Au niveau national ensuite, les débats sur la mise en place du 7ème programme-cadre sont concomitants avec l'examen du projet de loi de programme pour la recherche, débattu cette semaine à l'Assemblée nationale.

Enfin, ces discussions, aussi bien au niveau national qu'européen, interviennent dans un contexte international où il est acquis que la recherche est un élément déterminant pour la compétitivité de demain et, par suite, pour la préservation du modèle social européen.

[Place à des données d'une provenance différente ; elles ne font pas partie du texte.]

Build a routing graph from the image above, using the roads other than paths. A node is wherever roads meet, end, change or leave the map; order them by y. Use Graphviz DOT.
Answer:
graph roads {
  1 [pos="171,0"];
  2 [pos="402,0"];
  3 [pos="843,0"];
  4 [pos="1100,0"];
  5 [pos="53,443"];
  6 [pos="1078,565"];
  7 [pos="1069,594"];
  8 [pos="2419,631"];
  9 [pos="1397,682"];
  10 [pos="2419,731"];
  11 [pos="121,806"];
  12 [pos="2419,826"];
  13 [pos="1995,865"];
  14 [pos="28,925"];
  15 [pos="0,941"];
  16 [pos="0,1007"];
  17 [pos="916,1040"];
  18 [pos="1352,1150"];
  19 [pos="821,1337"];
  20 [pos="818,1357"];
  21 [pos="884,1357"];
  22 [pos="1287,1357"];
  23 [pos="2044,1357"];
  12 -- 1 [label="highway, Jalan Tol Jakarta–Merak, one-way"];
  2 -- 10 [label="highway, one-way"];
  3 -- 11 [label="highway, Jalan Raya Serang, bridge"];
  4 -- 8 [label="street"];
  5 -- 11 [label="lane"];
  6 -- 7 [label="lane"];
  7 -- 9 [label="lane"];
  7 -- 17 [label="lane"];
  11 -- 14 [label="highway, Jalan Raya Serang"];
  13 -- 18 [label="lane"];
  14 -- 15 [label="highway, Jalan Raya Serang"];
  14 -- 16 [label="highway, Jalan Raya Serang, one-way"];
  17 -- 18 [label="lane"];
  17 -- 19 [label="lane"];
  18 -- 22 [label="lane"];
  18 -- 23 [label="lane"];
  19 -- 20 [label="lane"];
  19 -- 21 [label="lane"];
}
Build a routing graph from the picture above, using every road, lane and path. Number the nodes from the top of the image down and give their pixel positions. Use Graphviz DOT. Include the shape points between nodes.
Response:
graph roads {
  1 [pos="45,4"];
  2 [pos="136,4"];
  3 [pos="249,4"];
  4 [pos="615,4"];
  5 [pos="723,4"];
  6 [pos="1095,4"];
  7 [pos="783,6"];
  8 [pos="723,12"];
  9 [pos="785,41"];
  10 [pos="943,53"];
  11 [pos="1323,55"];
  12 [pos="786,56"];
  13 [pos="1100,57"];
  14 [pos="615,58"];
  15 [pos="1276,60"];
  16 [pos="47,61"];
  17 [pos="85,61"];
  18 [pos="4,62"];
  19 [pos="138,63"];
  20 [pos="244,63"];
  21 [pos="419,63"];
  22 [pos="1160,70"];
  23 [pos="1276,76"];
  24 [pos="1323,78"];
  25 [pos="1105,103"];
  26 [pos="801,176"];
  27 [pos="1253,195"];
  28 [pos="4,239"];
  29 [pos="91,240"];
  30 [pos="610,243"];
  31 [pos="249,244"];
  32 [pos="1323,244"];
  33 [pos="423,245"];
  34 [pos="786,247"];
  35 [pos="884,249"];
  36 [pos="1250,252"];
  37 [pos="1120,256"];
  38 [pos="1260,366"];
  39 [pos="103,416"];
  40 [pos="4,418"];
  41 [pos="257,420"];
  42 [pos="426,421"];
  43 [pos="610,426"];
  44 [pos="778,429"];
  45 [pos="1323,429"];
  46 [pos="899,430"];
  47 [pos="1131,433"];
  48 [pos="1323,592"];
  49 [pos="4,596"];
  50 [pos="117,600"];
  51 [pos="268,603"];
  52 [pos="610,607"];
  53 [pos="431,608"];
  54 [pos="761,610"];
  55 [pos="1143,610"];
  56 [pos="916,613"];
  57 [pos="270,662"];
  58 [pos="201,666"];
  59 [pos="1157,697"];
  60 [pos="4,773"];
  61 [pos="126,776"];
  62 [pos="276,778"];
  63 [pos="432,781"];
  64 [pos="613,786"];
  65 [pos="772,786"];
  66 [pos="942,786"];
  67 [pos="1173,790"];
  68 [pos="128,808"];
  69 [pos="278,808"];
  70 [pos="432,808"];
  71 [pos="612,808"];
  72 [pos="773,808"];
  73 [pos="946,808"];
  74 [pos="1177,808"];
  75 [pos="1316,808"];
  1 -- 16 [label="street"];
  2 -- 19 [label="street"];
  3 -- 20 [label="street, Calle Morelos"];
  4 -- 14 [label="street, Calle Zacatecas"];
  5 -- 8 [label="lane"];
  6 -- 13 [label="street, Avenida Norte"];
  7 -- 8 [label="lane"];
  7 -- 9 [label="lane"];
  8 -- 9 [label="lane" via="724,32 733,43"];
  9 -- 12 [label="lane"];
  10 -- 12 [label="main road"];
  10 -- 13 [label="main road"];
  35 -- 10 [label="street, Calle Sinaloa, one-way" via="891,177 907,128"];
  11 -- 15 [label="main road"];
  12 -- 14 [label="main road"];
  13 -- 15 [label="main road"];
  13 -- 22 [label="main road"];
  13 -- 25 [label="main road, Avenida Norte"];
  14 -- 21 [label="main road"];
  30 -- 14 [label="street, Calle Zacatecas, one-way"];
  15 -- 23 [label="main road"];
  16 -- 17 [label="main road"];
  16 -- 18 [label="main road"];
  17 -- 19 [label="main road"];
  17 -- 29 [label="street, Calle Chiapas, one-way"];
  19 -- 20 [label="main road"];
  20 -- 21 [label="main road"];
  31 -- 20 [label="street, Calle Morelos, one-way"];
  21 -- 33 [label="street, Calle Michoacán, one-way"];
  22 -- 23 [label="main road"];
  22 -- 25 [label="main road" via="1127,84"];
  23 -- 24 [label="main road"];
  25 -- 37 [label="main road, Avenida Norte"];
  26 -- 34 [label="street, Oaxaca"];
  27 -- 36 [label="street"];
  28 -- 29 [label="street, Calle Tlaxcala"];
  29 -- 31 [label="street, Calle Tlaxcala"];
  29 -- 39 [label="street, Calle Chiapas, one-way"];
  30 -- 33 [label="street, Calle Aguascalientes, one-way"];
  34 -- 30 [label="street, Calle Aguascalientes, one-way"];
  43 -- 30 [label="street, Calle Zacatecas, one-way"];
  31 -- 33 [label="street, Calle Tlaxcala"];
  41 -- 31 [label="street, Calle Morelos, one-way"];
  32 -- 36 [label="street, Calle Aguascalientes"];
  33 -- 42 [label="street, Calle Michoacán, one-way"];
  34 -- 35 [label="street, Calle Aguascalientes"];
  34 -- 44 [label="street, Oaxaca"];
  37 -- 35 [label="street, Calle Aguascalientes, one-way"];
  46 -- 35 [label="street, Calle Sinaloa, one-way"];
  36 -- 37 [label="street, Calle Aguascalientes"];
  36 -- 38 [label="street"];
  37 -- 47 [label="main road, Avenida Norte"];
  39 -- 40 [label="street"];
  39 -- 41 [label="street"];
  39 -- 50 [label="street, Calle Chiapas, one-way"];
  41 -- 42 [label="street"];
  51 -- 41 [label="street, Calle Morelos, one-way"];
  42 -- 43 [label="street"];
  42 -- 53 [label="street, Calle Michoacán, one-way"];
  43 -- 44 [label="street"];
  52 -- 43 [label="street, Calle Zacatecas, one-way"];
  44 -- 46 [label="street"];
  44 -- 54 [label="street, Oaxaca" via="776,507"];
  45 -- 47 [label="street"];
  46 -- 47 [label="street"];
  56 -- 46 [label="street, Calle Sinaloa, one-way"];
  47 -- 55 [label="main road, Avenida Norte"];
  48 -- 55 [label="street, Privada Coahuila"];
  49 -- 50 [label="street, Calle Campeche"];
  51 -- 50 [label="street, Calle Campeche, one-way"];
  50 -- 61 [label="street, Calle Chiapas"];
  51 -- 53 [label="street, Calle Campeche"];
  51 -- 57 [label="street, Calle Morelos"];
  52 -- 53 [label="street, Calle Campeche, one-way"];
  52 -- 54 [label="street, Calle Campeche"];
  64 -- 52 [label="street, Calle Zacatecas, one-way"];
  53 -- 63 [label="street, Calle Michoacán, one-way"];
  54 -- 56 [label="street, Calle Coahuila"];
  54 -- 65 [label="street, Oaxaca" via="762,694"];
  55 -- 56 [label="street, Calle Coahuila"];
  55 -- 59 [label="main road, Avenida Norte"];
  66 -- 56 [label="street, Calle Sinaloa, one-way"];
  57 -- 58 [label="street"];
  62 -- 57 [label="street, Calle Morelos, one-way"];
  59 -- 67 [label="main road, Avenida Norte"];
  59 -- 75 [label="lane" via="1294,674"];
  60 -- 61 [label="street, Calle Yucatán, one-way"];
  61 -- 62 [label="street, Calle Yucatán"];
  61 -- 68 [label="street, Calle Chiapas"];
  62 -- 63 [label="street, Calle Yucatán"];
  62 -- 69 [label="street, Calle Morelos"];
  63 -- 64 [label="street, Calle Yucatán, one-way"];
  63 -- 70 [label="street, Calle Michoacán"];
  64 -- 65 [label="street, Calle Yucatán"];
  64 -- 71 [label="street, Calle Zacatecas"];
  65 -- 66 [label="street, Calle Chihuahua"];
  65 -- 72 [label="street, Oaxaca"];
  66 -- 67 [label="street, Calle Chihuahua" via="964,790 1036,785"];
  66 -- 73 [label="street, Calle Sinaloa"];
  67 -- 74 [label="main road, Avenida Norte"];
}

Tous ces éléments, nationaux, européens, internationaux, font de la discussion du 7ème programme-cadre de recherche et de développement un enjeu majeur. Il est donc particulièrement opportun que, conformément aux dispositions de l'article 88-4 de la Constitution, l'Assemblée nationale et, en particulier la commission des affaires culturelles, familiales et sociales, se prononce sur le prochain PCRD des Communautés européennes et sur le programme-cadre Euratom.

I.- UN PROGRAMME-CADRE QUI RENFORCE LES CAPACITÉS COMMUNAUTAIRES EN MATIÈRE DE RECHERCHE

Septième du nom, le prochain programme-cadre s'inscrit dans les pas de ses prédécesseurs dont il reprend les caractéristiques principales.

Avec une programmation portant sur sept ans, au lieu des cinq ans qu'a durés le 6ème programme-cadre qui s'achève, le 7ème programme-cadre propose des perspectives financières ambitieuses et met à la disposition des scientifiques et industriels européens des outils nouveaux.

Dans son projet de 7ème PCRD, présenté le 6 avril 2005, la Commission européenne avait souhaité montrer tout l'intérêt qu'elle portait à la politique de recherche en affichant un objectif financier très ambitieux : doubler le montant du 6ème PCRD avec un budget global de plus de 72 milliards d'euros sur sept ans et d'un peu plus de 3 milliards d'euros pour le volet Euratom.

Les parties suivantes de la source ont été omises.